Strategic Highway 1 (S-1), also known as the Gilgit–Skardu Road () or Skardu Road, is a  highway in Pakistan that links the cities of Gilgit and Skardu in Gilgit−Baltistan. It was constructed by the Pakistan Army Corps of Engineers and the Association of Chinese Engineers from 1970 to 1982.

Route

The highway begins south of Gilgit on the Karakoram Highway, near Juglot, and extends eastward towards Skardu. The surface was initially gravel, but some sections were later paved. The road is winding and, in some places, only wide enough for one vehicle to pass at a time. On other parts of the highway it is bordered by a cliff drop of hundreds of meters unprotected by guardrails. Total travel time between Gilgit and Skardu is around 4 hours.

The highway can be blocked for weeks at a time depending on conditions (though two to five days is more common). The road ends in Skardu, the capital of Skardu District and Baltistan division, at an elevation of  above the sea level. It is one of the most dangerous roads in the world.

Strategic importance
Though very dangerous, the Skardu Road is important for the defence of the country, being a supply route for border regions including Kargil, Siachen, Batalik and Chorbat.

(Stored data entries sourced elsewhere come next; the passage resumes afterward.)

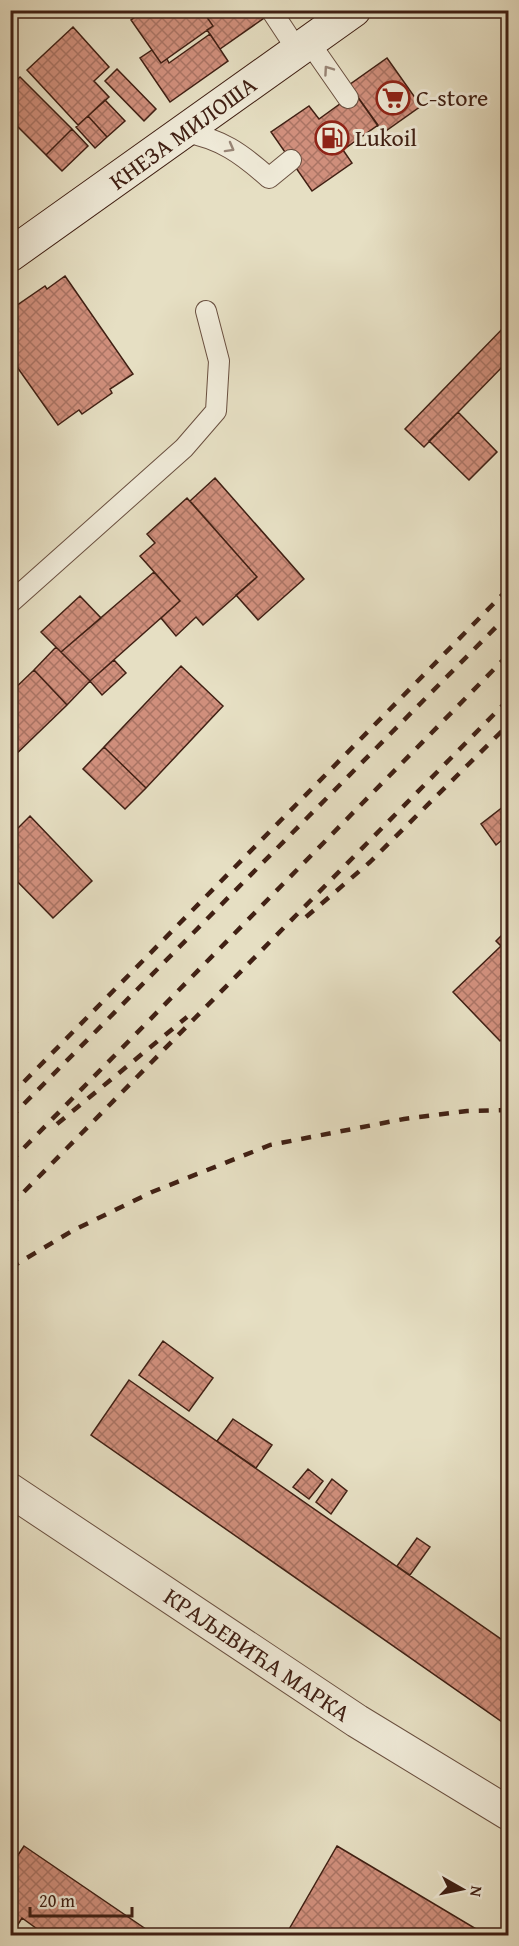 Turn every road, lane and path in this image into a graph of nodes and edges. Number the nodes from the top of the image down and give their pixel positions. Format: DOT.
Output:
graph roads {
  1 [pos="271,10"];
  2 [pos="354,10"];
  3 [pos="304,46"];
  4 [pos="348,98"];
  5 [pos="184,132"];
  6 [pos="291,160"];
  7 [pos="10,255"];
  8 [pos="206,311"];
  9 [pos="10,603"];
  10 [pos="10,1490"];
  11 [pos="508,1813"];
  1 -- 3 [label="lane"];
  2 -- 3 [label="street, КНЕЗА МИЛОША"];
  4 -- 3 [label="lane, one-way"];
  3 -- 5 [label="street, КНЕЗА МИЛОША"];
  5 -- 6 [label="lane, one-way"];
  5 -- 7 [label="street, КНЕЗА МИЛОША"];
  8 -- 9 [label="lane"];
  10 -- 11 [label="street, КРАЉЕВИЋА МАРКА"];
} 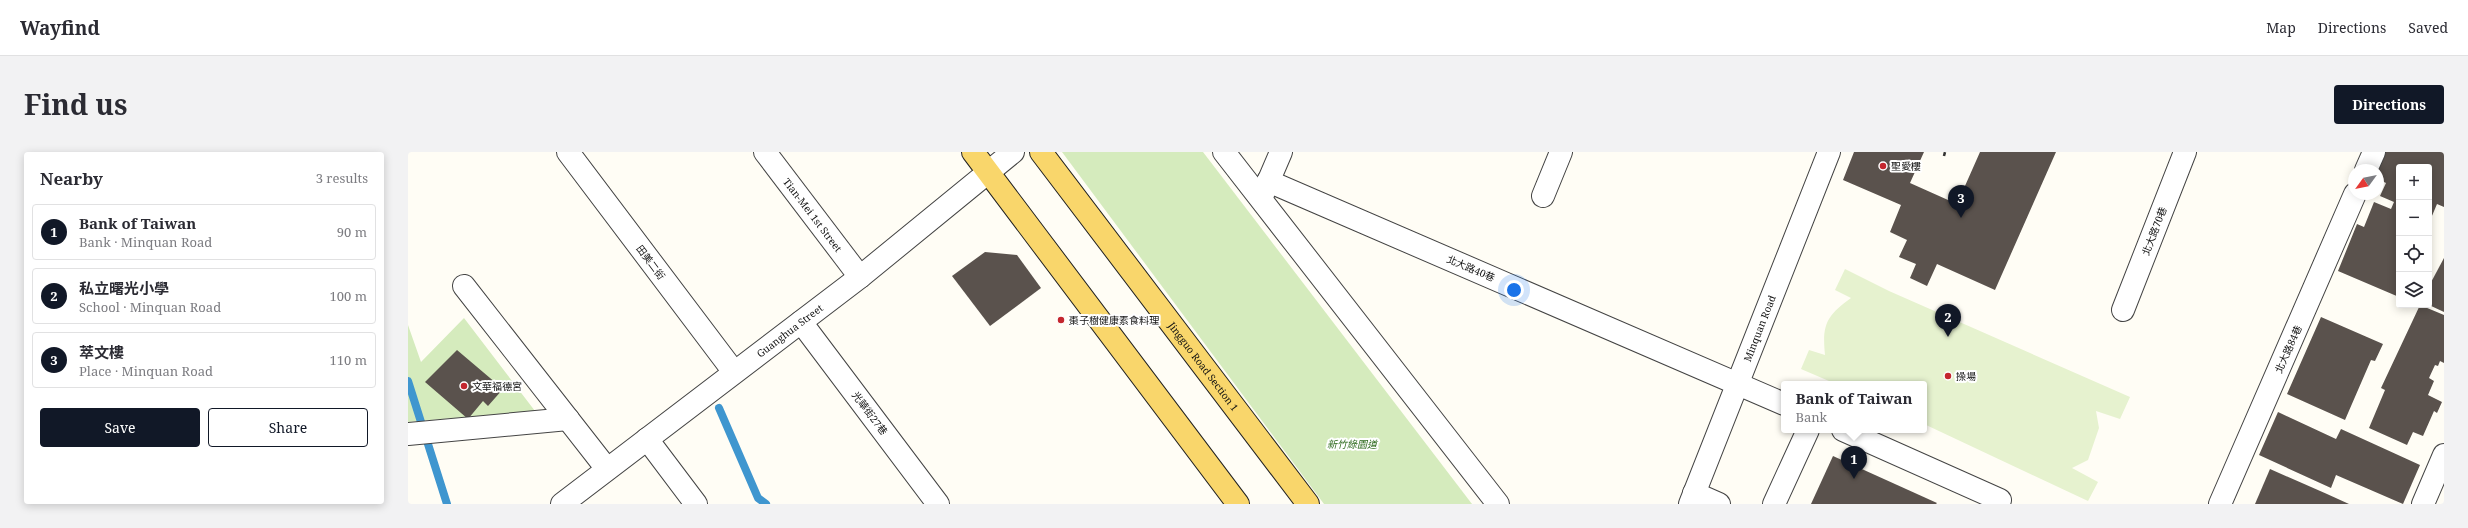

Pakistan Army’s soldiers man these border areas round the clock, throughout the year.

The road is also important, because it is the lifeline of the hundreds of thousands of people in the four districts of Baltistan. Supplies from markets in KP and Punjab, as well as from markets in Gilgit city, go to Baltistan through this region. Its prolonged blockade inevitably leads to shortage of basic necessities of life in the region. Thousands of the region’s residents also travel in an out of Baltistan through this strategic yet volatile road.

Improvements and upgrades

Since the early eighties, the road had not been renovated, and was in a very poor condition. Fatal accidents, landslides, rockfalls and floods, were not uncommon along the route. Consequently, a large number of vehicles, with passengers and goods, used to fall off the road into the Indus River flowing down below. Several dozens of people died in accidents every year. The incidence of mishaps increased especially during the rainy season, when the broken and slippery road, coupled with the hydro-meteorological hazards, wreaked havoc, blocking the road every now and then, leaving hundreds of passengers stranded. 

As a result, tourists either preferred travelling to Skardu by air or visited other areas in the north if they were travelling by road.

Successive Pakistani governments had promised to renovate the road since 2009, but work was continuously delayed. It wasn't until 2017 that work finally started on this important project. It cost Rs. 31 billion, and took four years to complete. 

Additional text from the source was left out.